Sunday, March 4

On the pleasures of Internet in Bombay

Who says the art of letter writing is dead?

—– Message —–
From: Manish
To:
Amit et al

Dear friends,

Now that my dialup connection is working at a quarter its usual, blazing 3 KB/s speed, it’s freed up loads of time for me to develop my hobbies. For example, in the time it took me to send this email, I learned the art of bonsai, the war strategies of Dronacharya and Clausewitz and the complete works of Milton and Donne, especially the parts about Hell. Ha ha! Why no, there’s no relation, why do you ask?

Your loving friend,
Manish

—– Message —–
From: Amit
To: Manish

Dear Manish

I can understand your delight. In my pre-broadband days, when I used my Hutch GPRS, I read the entire works of Shakespeare while logging into Gmail.
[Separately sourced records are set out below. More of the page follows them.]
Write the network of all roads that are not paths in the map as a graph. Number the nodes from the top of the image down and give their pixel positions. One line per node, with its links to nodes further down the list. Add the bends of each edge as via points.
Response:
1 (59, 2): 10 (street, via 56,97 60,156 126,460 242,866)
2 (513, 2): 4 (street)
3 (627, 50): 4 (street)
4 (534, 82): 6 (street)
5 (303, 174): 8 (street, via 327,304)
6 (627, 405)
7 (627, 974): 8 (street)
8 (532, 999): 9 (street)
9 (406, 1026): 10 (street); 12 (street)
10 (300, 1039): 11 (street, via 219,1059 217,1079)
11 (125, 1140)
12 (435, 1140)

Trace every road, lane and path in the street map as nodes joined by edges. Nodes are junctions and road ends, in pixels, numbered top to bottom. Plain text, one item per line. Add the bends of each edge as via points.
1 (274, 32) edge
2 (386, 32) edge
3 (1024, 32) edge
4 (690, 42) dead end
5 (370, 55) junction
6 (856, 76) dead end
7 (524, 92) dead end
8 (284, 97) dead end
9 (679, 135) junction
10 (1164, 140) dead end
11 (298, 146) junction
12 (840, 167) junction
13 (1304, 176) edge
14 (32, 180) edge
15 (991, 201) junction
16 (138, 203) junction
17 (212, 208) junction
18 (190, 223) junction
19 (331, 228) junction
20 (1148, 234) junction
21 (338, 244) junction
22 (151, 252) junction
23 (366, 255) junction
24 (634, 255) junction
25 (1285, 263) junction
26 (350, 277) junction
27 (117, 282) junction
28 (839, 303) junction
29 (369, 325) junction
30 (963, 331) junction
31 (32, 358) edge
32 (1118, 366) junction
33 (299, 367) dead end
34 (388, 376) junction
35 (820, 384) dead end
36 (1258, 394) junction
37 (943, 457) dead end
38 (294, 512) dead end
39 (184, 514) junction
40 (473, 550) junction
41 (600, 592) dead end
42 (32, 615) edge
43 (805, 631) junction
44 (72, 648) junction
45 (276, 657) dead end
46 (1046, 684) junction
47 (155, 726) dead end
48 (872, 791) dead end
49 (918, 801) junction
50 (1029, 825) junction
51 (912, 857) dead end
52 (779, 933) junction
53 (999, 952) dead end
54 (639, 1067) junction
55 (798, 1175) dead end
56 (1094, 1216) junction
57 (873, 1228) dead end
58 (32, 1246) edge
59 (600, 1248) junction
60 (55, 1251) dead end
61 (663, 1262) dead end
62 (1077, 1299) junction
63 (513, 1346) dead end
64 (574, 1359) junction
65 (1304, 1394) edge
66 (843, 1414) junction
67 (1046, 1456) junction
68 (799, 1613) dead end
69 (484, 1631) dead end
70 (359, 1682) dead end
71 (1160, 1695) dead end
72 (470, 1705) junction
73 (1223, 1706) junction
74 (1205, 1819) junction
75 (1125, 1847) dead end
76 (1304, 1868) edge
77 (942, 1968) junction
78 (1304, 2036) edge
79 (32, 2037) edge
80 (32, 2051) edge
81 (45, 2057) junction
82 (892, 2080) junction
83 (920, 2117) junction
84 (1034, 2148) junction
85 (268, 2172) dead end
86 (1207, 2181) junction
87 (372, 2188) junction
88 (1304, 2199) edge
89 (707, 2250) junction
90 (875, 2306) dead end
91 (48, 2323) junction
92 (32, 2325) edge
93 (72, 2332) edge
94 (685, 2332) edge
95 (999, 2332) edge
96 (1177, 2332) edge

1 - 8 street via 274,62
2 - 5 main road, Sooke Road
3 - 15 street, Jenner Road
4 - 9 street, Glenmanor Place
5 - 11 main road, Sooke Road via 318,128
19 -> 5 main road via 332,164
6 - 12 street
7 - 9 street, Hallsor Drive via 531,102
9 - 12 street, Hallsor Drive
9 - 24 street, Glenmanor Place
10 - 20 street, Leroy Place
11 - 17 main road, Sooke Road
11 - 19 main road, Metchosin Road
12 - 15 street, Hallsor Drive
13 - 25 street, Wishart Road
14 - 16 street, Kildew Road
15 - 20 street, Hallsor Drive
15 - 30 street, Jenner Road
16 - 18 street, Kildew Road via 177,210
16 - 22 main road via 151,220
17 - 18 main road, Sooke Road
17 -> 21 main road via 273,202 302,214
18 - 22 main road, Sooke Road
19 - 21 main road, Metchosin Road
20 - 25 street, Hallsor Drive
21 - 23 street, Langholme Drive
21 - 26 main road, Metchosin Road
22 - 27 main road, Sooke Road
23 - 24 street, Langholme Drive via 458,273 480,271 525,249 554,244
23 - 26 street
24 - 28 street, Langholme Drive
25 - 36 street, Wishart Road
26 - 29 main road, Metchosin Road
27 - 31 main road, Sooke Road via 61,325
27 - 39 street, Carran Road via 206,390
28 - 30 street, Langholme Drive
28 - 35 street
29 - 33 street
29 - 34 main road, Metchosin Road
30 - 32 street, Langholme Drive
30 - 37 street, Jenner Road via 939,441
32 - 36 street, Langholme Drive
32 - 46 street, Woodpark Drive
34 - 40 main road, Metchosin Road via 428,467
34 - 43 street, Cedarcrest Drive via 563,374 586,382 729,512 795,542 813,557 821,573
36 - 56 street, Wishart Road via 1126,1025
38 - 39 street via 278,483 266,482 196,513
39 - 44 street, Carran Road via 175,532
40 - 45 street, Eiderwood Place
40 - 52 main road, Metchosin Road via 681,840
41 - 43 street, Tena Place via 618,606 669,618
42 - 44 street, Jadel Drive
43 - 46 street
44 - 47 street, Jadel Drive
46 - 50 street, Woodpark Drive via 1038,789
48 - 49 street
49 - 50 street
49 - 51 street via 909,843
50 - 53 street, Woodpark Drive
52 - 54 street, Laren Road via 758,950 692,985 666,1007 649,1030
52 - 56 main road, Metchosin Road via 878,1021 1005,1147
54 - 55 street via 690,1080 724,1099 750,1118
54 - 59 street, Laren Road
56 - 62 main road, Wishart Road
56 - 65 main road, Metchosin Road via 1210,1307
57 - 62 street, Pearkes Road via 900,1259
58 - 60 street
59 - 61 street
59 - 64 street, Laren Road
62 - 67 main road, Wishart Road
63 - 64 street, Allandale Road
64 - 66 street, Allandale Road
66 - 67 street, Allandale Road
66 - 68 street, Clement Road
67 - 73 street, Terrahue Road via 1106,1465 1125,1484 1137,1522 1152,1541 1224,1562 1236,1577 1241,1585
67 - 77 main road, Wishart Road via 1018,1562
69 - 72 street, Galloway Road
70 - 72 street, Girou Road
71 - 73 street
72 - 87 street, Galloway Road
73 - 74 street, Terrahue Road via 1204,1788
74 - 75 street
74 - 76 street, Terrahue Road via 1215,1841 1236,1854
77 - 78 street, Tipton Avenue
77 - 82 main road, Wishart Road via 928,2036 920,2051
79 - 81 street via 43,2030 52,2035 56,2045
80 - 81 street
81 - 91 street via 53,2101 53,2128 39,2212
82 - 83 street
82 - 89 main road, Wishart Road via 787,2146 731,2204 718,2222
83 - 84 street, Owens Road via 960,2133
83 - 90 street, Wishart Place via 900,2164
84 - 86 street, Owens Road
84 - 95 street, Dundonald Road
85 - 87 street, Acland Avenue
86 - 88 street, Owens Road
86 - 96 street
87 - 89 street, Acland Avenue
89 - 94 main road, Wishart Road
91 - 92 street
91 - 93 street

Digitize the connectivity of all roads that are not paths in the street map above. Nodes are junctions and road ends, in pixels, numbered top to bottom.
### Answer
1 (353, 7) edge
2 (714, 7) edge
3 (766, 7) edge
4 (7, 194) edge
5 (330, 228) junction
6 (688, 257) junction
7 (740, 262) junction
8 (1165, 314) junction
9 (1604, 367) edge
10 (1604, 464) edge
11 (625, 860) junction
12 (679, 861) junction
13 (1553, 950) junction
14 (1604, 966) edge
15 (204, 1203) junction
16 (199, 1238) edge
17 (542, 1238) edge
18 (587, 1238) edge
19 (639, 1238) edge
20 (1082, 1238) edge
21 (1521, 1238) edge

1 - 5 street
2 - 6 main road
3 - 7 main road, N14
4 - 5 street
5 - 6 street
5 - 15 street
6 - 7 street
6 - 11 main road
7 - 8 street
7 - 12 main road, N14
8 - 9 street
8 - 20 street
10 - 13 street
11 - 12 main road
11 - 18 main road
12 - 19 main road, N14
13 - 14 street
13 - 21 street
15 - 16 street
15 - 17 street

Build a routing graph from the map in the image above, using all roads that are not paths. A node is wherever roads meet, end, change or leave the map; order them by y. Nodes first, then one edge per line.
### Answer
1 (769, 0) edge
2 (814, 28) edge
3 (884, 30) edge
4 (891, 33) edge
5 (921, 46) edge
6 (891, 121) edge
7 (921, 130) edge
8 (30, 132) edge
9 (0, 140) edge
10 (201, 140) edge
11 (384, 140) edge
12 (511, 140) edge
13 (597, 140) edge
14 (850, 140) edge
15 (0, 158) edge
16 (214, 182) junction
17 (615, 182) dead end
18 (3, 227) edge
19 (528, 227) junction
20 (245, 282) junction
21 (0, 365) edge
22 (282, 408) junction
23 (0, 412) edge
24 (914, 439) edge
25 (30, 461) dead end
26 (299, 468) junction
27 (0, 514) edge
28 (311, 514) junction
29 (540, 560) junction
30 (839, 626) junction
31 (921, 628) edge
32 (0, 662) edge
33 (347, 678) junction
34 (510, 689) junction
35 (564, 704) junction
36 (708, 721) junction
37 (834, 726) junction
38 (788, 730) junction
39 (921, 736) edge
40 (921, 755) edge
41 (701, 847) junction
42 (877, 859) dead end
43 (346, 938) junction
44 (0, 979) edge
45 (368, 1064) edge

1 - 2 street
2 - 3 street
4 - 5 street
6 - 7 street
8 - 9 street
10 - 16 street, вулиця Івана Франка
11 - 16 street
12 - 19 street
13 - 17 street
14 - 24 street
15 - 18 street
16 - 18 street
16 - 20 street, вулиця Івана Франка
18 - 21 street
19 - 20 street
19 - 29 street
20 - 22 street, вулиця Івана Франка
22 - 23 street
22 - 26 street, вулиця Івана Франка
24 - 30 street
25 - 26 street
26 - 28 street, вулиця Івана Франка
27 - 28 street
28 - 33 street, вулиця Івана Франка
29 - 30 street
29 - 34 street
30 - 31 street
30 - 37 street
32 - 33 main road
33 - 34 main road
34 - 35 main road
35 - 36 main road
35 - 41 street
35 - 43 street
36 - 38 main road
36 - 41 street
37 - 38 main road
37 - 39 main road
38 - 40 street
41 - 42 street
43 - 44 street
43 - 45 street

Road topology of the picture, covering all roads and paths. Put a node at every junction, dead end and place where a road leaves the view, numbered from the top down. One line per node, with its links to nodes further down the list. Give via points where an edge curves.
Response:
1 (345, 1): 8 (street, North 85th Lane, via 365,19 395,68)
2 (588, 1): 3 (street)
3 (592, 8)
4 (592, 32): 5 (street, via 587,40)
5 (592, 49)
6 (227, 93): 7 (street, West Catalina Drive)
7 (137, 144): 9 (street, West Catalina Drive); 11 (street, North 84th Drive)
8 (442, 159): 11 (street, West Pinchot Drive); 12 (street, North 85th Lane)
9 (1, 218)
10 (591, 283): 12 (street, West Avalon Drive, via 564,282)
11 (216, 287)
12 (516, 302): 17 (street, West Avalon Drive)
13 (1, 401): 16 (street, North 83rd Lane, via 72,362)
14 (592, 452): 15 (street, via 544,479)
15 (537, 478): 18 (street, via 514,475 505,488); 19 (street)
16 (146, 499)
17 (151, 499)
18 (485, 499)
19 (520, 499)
In three languages. I also copied out the Ramayana on a grain of rice and knitted a blanket that could cover my entire family. (All the way to ninth cousins.)

Sadly, my internet speed is now blazing fast, and I do not even get time to read the newspaper. How I envy you!

The very warmest of regards
Amit

—– Message —–
From: Manish
To: Amit

Dear Amit,

I do not wish to keep my good fortune to myself for that would be selfish of me and bad for our great nation. Accordingly, when I next see you I shall surreptitiously snip your DSL cable so that you may return to your thespian knitting ways. No need to thank me. I am only being a true friend.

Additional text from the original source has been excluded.